If the title didn’t put you off, then perhaps you’ll find this minor real-life adventure worthwhile. It’s all true, but the names and circumstances have been changed, in part to protect the guilty, but mainly to protect me.

Long ago, an ambitious boy — call him Jimmy Proton — started a little company to provide tune-up services for starship engines. This new business was given the pretentious name of Yoyodyne Engineering.

Thanks to my specialized skills and a personal connection, I ended up doing much of the technical development for Yoyodyne. In particular, I figured out how to patch into the industry-standard nacelles built by Acme Galactic, so that our process would augment the Acme firmware and improve engine efficiency.

To make a long story short, Jimmy’s Yoyodyne was acquired by Acme, which planned to merge our technology into their product line. Thus we became, in effect, a small department of Acme.

I was surprised to learn that I had been listed as an asset of Yoyodyne, and I was thus now personally owned by Acme. I was advised not to challenge my status as property, lest I topple the deal and make Jimmy look bad. This sounded odd to my naïve ears, but I shrugged and figured this is how it’s done in the big leagues. In the meantime, I was doing my job same as before, so why should I worry who owned me?

Jimmy had a right-hand man named Mickey. Mickey could be clever but oblivious; the kind of guy that perhaps shouldn’t be completely autonomous.

Mickey’s current idea was that starship owners ought to be given a free trial of the Yoyodyne app so they could see how great it was, and they would in consequence purchase it.

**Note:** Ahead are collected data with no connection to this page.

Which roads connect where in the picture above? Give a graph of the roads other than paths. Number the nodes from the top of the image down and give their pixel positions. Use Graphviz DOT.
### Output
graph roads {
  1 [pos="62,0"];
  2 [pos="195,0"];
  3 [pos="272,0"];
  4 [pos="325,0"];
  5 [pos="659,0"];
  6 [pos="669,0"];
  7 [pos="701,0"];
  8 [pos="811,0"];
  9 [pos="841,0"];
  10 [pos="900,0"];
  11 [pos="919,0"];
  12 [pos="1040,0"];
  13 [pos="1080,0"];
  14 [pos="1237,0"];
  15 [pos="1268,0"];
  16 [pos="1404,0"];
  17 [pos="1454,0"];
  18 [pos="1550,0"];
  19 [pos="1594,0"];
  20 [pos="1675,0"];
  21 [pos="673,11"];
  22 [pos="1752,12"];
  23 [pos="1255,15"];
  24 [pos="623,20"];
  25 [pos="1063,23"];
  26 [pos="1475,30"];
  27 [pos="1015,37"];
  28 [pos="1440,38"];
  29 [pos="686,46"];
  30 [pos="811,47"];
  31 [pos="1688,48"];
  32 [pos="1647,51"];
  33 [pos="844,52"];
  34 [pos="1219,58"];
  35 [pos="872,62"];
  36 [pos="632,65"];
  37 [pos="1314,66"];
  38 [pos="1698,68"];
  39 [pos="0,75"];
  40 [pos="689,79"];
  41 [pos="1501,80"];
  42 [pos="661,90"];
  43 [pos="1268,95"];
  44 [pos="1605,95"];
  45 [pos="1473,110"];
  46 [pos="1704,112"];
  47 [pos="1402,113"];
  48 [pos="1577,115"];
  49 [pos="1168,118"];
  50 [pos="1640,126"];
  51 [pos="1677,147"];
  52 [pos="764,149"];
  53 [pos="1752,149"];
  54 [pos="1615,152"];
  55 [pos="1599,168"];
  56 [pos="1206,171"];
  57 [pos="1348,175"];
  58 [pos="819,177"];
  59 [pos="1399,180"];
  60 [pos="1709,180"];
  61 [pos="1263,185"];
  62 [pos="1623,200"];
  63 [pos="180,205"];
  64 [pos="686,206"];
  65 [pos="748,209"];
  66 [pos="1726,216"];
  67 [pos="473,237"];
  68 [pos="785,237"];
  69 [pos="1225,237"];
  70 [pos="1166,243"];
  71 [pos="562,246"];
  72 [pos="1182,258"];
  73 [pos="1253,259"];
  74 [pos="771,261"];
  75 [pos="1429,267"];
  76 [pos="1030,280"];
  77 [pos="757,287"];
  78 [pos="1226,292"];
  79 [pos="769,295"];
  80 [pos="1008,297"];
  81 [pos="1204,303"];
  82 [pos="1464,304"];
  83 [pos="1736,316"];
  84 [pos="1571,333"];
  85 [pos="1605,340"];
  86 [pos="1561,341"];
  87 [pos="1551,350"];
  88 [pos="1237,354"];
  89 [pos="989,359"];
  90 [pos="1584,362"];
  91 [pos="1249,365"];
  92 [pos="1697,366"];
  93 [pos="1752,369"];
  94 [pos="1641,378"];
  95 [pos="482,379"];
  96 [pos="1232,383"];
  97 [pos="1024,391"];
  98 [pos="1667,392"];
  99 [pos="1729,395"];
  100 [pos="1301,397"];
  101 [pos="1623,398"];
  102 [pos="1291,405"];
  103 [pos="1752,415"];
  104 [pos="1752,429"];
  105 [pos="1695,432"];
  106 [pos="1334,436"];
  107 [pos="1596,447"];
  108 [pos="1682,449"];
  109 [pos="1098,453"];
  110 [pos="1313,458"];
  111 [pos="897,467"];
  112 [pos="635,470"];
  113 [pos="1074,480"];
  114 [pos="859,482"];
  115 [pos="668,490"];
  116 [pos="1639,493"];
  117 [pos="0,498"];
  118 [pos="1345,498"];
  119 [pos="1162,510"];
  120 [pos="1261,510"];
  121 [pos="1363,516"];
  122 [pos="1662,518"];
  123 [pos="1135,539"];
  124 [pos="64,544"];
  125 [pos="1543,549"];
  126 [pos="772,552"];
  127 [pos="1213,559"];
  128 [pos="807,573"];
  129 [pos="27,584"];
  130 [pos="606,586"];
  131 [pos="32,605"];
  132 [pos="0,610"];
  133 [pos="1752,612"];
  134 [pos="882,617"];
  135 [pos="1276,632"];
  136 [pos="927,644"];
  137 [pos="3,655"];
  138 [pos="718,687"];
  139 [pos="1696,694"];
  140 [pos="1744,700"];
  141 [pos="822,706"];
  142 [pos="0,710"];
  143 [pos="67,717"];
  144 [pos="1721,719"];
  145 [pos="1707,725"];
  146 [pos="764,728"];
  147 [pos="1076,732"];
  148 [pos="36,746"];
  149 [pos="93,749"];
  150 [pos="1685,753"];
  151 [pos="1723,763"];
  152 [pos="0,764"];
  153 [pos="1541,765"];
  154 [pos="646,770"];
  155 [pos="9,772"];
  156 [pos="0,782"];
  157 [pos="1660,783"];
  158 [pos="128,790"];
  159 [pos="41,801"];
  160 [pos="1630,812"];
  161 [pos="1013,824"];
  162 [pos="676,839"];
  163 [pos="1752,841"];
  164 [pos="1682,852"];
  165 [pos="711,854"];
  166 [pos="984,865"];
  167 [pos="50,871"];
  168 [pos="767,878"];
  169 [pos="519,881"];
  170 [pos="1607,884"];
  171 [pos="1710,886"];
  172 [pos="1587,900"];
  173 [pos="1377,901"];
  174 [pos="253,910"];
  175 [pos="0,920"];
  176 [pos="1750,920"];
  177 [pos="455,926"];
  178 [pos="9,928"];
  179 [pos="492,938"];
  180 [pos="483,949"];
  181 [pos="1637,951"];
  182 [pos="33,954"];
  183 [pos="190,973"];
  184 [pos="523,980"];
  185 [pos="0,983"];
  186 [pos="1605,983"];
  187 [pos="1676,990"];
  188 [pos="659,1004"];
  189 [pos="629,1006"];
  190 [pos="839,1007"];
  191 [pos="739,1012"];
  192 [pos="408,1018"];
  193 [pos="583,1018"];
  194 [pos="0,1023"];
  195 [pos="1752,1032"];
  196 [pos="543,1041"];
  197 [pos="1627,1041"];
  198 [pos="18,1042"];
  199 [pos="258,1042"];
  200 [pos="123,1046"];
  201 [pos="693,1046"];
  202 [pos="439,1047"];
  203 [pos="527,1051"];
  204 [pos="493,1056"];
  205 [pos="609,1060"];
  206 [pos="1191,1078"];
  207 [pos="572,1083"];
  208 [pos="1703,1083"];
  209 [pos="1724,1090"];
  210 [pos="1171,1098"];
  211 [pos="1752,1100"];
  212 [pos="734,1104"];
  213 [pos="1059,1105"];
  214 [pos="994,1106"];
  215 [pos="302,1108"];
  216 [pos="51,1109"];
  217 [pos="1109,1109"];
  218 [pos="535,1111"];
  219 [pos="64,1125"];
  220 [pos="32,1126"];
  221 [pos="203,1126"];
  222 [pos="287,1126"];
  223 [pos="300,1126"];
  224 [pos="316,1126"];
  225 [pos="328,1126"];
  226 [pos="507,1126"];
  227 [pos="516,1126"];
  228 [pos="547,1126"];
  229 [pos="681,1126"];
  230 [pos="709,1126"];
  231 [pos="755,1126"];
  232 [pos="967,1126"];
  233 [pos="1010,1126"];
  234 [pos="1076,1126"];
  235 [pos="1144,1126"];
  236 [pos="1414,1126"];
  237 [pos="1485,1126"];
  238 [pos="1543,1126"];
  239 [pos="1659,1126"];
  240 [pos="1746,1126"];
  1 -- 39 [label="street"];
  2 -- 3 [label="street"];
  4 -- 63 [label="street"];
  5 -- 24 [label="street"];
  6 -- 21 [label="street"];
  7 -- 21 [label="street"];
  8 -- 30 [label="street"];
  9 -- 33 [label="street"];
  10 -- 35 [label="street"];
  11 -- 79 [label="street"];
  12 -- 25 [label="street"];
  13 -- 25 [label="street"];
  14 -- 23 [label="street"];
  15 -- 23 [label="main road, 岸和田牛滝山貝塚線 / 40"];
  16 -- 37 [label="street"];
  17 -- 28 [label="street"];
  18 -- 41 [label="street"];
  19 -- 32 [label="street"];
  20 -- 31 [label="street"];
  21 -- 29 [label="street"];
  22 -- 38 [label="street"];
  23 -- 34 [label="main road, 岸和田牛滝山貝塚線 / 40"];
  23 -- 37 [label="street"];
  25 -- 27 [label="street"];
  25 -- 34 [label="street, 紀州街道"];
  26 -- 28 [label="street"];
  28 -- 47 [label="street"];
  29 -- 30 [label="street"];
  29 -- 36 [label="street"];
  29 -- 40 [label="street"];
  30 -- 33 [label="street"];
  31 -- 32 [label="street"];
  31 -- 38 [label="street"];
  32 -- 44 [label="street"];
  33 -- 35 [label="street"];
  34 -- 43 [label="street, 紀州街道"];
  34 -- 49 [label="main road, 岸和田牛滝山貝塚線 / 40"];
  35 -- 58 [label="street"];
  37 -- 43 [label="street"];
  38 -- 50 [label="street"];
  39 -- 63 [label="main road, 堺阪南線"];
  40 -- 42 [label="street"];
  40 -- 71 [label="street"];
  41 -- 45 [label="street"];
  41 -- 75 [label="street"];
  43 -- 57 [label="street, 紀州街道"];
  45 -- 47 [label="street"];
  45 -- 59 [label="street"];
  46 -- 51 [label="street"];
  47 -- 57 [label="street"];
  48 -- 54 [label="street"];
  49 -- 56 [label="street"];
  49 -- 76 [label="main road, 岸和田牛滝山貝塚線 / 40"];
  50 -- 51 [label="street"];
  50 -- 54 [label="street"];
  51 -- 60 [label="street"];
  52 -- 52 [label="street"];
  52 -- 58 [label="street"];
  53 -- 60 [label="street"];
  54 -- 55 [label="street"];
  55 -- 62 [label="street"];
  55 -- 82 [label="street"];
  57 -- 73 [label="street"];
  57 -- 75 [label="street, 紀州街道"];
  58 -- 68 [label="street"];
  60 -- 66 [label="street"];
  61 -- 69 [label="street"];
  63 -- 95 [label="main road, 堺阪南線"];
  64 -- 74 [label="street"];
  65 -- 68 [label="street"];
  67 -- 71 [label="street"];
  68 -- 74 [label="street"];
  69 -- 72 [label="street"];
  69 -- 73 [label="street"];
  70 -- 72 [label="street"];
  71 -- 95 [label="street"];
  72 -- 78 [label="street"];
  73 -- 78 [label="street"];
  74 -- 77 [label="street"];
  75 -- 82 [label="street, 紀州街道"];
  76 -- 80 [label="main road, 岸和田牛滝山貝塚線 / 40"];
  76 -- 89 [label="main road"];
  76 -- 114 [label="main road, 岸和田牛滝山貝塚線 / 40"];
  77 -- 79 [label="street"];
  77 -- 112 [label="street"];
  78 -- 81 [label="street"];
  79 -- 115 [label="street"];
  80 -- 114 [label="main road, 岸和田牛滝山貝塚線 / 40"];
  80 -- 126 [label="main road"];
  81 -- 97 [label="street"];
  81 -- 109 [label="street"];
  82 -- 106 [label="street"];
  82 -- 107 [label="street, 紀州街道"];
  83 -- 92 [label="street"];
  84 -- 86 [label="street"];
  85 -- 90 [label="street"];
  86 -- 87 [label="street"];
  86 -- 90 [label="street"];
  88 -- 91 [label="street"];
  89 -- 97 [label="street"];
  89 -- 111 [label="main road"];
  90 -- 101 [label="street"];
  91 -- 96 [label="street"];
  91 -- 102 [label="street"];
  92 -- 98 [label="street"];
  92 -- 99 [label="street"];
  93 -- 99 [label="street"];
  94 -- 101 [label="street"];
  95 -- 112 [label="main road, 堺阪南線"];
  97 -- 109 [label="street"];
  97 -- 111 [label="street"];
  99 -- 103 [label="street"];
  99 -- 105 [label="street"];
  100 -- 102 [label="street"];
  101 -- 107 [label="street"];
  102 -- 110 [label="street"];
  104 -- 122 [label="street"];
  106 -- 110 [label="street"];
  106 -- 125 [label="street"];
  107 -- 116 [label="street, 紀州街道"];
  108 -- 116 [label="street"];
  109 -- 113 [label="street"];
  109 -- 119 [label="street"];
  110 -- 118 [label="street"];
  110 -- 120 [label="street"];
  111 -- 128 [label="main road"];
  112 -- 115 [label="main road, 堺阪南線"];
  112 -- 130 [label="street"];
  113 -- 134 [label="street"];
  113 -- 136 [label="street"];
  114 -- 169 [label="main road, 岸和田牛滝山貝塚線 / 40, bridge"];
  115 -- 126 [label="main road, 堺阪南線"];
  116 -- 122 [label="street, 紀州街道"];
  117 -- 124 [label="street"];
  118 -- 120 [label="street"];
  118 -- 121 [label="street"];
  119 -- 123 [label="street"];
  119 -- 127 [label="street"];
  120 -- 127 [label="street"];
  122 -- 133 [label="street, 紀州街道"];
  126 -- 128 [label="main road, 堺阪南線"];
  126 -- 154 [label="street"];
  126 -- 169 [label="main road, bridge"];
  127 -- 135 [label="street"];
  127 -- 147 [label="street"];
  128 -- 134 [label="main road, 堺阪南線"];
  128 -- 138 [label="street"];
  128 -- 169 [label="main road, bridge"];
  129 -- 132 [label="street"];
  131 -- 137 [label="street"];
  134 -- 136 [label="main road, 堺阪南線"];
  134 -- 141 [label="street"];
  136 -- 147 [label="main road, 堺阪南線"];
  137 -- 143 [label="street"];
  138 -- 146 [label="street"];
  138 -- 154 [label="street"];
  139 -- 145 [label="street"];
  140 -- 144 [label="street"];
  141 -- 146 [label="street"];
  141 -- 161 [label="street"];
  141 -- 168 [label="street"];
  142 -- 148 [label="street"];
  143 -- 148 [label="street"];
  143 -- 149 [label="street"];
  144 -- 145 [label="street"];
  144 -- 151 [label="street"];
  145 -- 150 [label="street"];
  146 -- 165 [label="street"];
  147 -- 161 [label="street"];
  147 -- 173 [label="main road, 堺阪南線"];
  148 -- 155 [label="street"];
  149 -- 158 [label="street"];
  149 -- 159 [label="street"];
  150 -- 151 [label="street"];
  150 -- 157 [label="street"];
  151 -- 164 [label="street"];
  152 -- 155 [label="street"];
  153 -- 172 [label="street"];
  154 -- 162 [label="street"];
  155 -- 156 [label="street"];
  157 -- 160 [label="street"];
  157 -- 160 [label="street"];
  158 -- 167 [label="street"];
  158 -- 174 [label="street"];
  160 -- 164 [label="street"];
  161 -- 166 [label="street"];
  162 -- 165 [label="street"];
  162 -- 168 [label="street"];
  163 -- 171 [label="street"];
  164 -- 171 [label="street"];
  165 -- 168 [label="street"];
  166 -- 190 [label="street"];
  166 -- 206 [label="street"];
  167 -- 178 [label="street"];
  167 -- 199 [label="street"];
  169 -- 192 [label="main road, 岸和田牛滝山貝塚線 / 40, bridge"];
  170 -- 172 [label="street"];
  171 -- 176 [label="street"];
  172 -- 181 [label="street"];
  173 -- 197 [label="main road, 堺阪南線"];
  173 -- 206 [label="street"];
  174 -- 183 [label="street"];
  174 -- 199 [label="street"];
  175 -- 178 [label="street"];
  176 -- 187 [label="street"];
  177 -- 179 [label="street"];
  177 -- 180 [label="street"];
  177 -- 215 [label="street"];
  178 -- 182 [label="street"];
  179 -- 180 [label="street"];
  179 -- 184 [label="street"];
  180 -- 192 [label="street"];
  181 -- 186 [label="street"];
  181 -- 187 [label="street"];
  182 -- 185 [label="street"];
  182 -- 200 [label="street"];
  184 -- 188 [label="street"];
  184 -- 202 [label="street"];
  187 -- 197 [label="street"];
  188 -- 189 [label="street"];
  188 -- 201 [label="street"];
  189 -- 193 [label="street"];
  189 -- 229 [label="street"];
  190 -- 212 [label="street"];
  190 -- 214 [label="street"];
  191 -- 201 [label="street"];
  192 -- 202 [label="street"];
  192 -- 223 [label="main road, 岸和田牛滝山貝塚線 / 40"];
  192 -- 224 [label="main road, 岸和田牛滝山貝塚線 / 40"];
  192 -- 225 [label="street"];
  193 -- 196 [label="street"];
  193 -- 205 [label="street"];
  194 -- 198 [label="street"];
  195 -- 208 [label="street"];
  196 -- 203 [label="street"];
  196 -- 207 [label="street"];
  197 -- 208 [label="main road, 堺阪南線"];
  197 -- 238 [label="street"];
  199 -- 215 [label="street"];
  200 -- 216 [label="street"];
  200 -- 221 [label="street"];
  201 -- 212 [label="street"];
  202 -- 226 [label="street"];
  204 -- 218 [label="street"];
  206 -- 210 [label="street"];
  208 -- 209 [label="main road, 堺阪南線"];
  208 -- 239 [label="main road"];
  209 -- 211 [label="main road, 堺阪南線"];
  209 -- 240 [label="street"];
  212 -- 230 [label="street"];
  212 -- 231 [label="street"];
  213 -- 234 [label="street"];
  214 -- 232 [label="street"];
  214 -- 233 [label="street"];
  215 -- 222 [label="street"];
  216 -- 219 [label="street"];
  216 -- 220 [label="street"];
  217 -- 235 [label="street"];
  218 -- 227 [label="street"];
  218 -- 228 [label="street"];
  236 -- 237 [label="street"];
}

There was well and good in principle, but there are right ways and wrong ways to do a thing. Mickey did it the wrong way.

At the time, there was a smart engineer, Schmutzy Schmaltz, who ran a small but respected business, TryItOut.com. This was what Yoyodyne needed to distribute a demonstration package.

The right thing to do would have been to contract with Schmutzy to build the demo package for us. But because he was too busy to be troubled with silly protocols like contracts, Mickey just borrowed the wrapper off Schmutzy’s website. He installed this on a new site he’d created, TryAcmeYoyodyne.com. Then he put out the word that starship owners should visit this site and take our app for a spin around the galaxy. Mickey did this all on his own; I don’t think anyone else knew what he was up to. (I didn’t learn about it until, as they say on the Internet, #tshtf.)

Schmutzy soon heard of the Yoyodyne demo, and he discovered it was an illegal distribution of his own software. So Schmutzy called the Acme switchboard and asked why Acme was ripping him off. The Acme secretaries that answered the phone had no idea who Schmutzy was or why he would be calling them. The secretaries, not entirely unreasonably, wrote Schmutzy off as a crackpot, sort of like the people that call the White House to complain that the president is sending them coded messages in the State of the Union address.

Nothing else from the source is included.